ACTIVITY:
Using the word "Архангельская" as the filter, copy each matching line from the records.

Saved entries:
◆ ◆ ◆

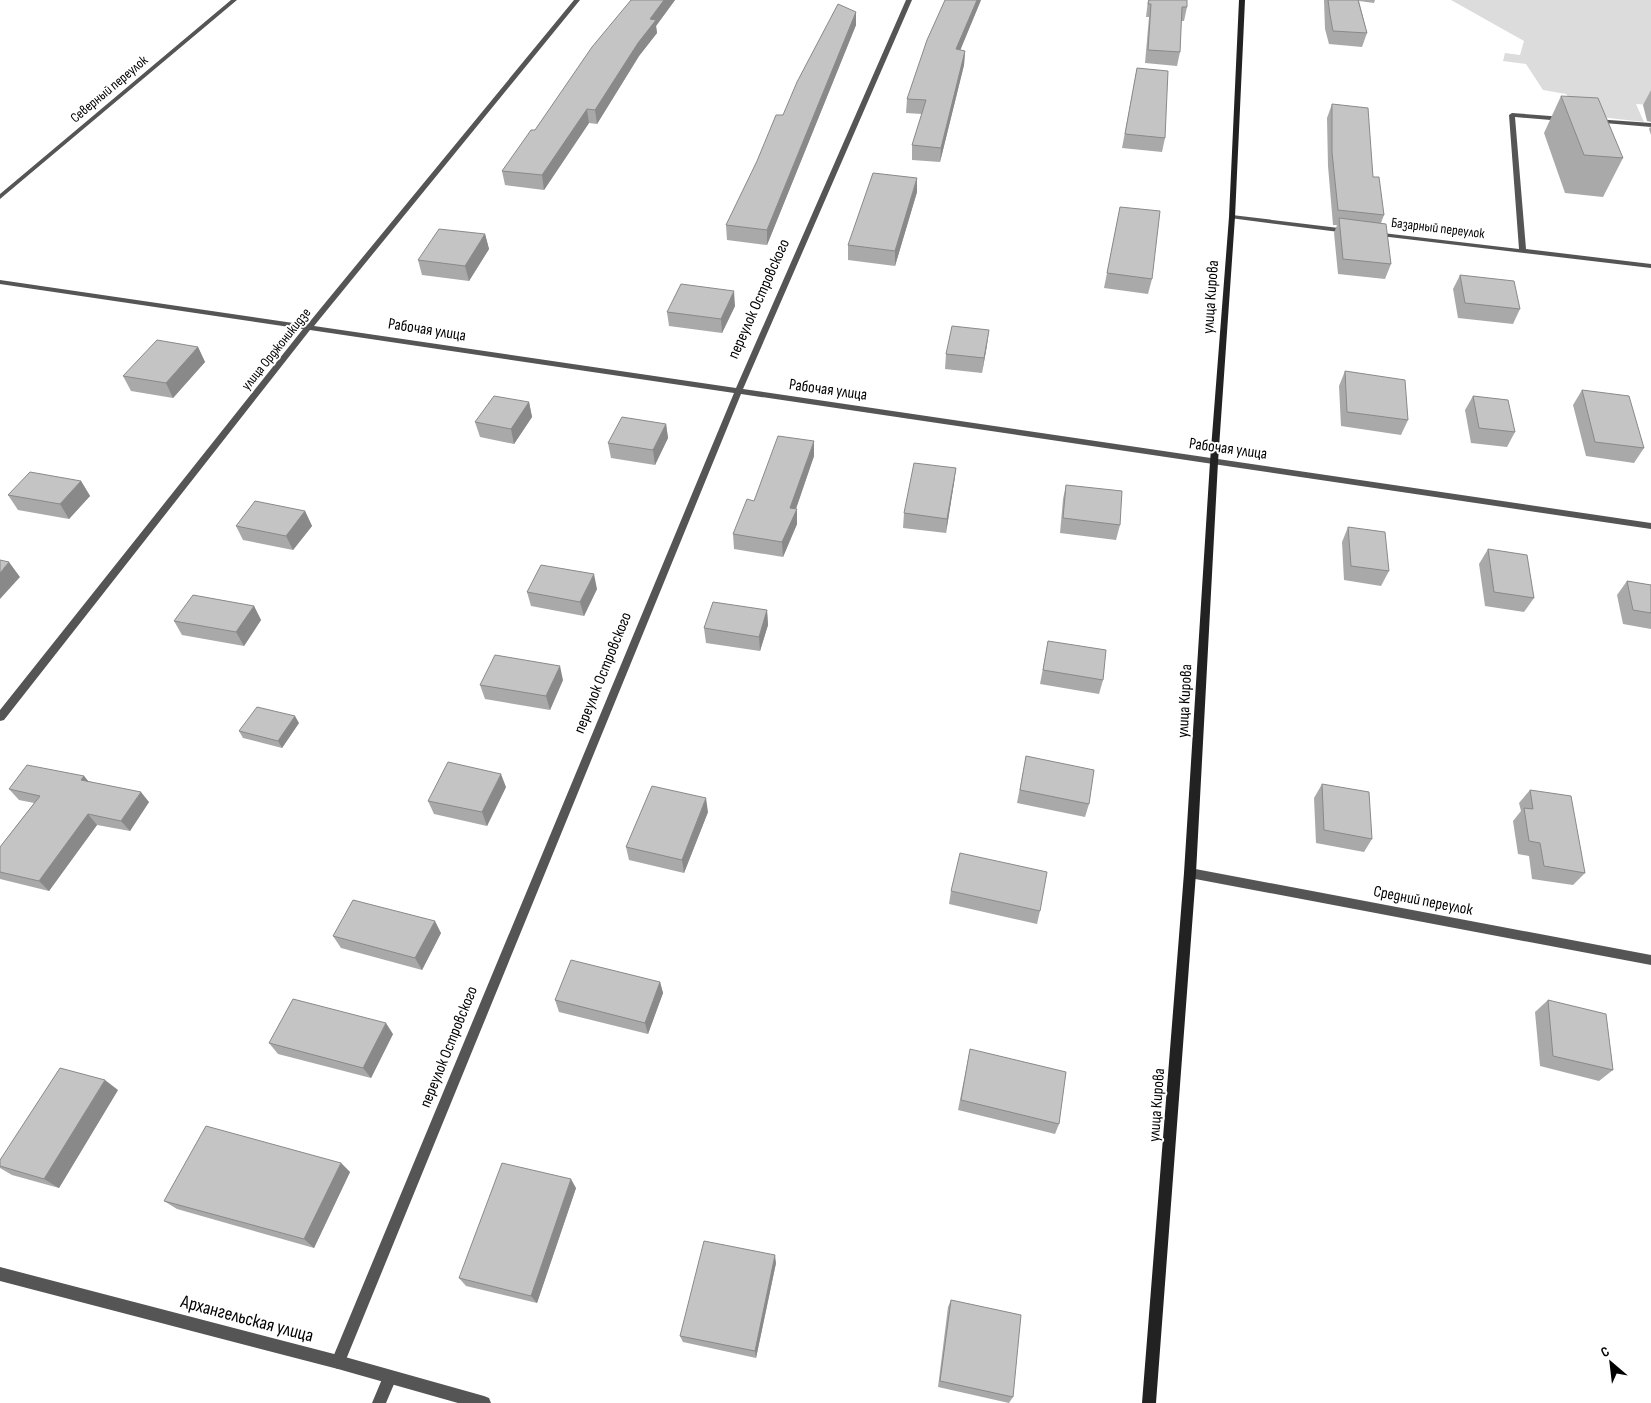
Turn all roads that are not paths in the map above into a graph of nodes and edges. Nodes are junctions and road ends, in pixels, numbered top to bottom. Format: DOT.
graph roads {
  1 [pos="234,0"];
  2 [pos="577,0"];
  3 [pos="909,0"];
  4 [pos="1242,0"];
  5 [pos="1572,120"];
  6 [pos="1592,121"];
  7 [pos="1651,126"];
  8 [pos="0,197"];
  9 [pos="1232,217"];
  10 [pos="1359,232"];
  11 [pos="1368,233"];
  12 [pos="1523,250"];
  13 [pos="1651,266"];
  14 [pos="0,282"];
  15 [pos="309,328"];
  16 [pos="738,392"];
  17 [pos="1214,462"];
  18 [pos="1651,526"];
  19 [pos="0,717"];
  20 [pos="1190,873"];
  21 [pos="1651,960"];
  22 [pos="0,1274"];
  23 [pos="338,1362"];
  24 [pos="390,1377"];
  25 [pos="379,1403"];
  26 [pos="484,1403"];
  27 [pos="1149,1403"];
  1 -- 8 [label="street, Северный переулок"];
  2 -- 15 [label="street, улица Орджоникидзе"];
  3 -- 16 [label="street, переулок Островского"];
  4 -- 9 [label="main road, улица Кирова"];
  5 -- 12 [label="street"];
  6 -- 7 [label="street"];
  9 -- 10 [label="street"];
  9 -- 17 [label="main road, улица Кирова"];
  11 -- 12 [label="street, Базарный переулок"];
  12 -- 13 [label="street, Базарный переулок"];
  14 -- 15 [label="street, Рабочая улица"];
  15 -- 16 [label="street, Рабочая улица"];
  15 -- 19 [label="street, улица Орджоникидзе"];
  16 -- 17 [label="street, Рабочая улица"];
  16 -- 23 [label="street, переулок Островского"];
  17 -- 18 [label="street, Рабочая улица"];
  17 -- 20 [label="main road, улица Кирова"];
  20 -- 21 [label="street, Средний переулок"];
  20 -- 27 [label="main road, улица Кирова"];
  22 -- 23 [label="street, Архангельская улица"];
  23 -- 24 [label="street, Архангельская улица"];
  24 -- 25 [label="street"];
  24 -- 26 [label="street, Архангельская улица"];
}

◆ ◆ ◆

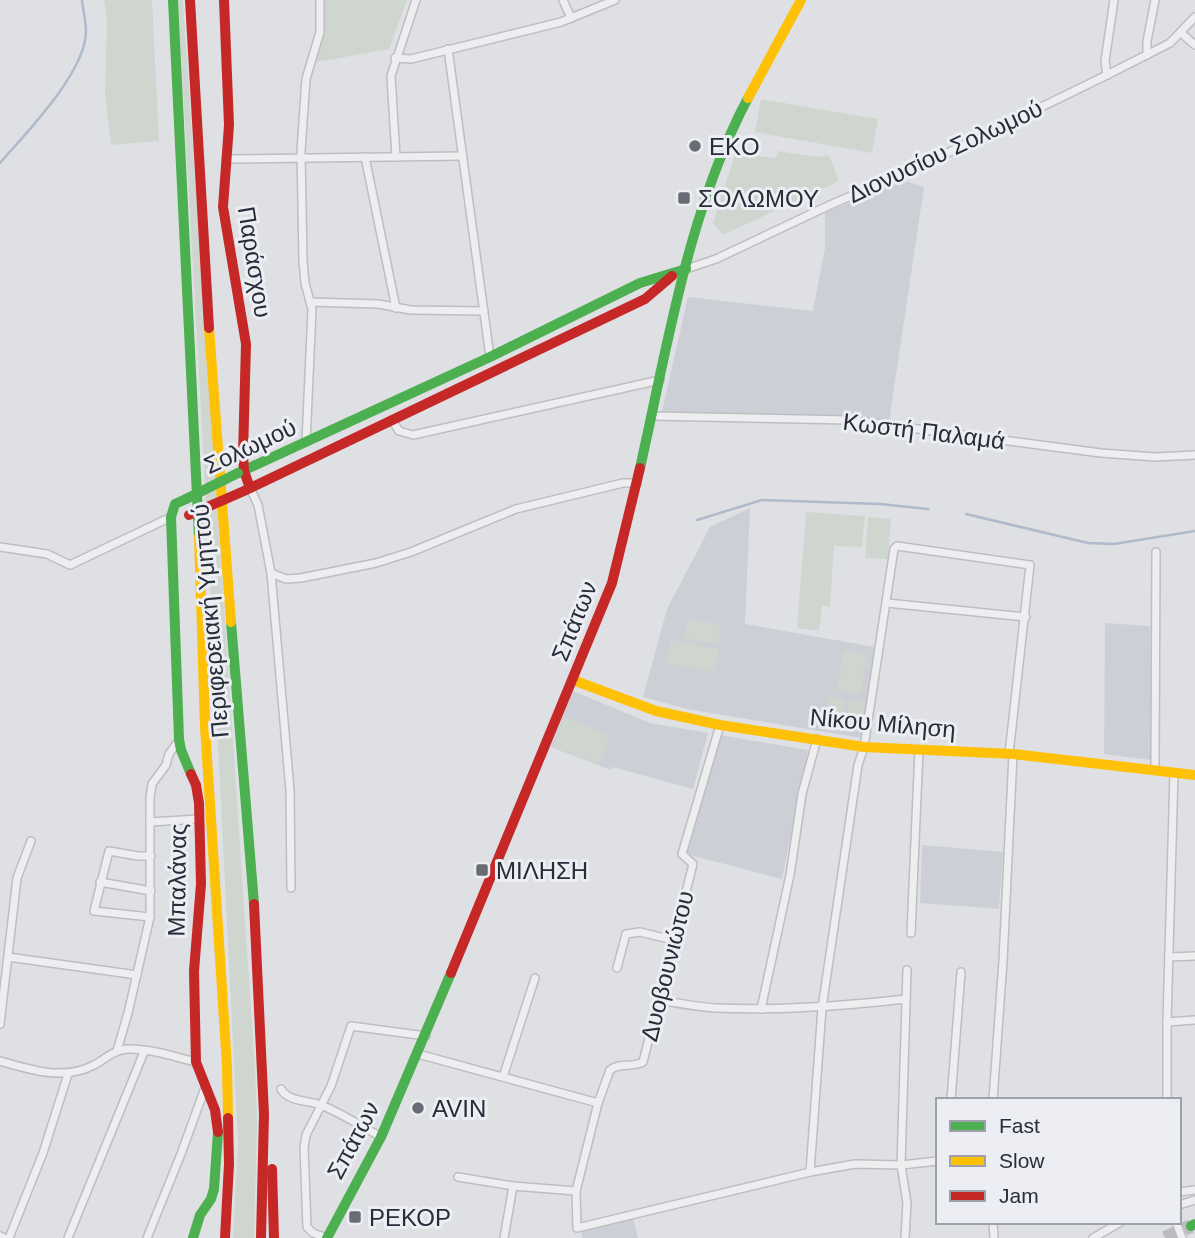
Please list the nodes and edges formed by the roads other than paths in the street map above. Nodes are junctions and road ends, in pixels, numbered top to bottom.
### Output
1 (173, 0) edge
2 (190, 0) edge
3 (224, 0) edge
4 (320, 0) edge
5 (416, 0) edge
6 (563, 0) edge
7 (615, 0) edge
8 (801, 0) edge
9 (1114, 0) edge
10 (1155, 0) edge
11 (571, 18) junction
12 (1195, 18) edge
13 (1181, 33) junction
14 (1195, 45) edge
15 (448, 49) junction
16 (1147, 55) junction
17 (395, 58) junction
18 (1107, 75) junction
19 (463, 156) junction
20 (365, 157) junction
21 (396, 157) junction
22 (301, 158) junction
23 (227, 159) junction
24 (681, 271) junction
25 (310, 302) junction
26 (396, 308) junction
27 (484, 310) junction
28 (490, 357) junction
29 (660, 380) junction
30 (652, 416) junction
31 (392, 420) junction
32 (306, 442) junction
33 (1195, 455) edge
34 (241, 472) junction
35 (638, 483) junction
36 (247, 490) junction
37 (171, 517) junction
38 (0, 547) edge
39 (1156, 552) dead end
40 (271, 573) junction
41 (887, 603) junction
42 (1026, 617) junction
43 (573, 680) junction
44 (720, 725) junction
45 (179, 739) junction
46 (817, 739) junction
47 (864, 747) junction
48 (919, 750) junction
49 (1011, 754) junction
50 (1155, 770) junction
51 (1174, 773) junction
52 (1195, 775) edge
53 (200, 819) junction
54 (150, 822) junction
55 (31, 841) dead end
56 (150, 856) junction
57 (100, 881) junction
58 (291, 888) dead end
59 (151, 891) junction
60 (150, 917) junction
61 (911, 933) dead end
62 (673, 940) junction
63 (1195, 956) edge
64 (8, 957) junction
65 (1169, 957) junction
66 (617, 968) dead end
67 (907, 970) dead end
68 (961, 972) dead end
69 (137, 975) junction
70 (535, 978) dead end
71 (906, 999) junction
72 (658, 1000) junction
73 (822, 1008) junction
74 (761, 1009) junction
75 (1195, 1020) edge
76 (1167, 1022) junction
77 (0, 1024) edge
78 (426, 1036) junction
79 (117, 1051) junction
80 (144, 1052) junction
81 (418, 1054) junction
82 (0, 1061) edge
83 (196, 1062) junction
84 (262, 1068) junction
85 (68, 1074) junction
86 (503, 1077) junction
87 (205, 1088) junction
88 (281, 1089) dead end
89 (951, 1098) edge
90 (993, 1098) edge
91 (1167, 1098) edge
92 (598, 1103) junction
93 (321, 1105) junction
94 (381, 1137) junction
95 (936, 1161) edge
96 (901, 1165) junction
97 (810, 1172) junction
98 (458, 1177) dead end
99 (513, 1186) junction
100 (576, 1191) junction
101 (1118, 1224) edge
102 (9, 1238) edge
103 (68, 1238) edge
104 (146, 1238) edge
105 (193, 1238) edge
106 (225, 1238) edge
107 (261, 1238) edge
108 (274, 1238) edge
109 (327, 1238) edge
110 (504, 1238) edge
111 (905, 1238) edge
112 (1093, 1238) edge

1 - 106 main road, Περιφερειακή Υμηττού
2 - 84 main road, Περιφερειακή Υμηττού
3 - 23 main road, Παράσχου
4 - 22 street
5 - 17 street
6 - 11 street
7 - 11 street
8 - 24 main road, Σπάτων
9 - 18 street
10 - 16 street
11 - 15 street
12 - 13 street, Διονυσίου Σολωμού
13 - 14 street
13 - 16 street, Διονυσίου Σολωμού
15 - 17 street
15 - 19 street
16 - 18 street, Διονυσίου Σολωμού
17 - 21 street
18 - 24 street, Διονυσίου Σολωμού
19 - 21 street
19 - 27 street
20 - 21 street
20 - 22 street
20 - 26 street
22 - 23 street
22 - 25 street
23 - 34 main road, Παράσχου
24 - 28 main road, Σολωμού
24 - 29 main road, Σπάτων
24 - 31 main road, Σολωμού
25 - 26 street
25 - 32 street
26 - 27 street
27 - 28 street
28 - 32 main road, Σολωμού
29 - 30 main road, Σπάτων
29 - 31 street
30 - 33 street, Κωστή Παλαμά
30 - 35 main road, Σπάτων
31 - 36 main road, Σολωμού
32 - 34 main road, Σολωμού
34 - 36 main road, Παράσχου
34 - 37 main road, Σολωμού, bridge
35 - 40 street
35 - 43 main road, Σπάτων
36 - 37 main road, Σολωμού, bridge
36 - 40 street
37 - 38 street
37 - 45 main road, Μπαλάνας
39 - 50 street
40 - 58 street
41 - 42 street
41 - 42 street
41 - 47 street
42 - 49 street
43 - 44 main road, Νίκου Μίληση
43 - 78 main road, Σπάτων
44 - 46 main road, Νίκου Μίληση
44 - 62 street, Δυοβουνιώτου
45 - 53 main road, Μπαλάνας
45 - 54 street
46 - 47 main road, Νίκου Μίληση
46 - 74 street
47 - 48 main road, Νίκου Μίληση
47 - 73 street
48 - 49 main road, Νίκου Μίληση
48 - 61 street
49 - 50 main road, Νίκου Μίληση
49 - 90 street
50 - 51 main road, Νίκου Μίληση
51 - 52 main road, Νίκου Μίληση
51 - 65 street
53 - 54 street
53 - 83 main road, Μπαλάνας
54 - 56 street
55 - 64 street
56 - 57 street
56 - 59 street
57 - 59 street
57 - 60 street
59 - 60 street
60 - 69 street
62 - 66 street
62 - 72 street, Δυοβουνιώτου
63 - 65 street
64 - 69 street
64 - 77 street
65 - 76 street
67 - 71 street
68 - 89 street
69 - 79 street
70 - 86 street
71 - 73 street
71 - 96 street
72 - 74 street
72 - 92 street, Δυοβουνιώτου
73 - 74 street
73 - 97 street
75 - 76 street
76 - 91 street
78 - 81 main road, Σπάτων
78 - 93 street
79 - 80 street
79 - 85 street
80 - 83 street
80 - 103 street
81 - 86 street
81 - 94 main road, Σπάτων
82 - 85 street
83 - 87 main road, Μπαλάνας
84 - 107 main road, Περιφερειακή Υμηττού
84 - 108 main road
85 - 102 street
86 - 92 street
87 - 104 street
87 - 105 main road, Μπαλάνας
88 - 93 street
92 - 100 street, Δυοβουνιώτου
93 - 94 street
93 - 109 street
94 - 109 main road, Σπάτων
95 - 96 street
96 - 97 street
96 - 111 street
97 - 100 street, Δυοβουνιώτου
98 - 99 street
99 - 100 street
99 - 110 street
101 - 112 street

◆ ◆ ◆

WRITTEN REPLY:
  22 -- 23 [label="street, Архангельская улица"];
  23 -- 24 [label="street, Архангельская улица"];
  24 -- 26 [label="street, Архангельская улица"];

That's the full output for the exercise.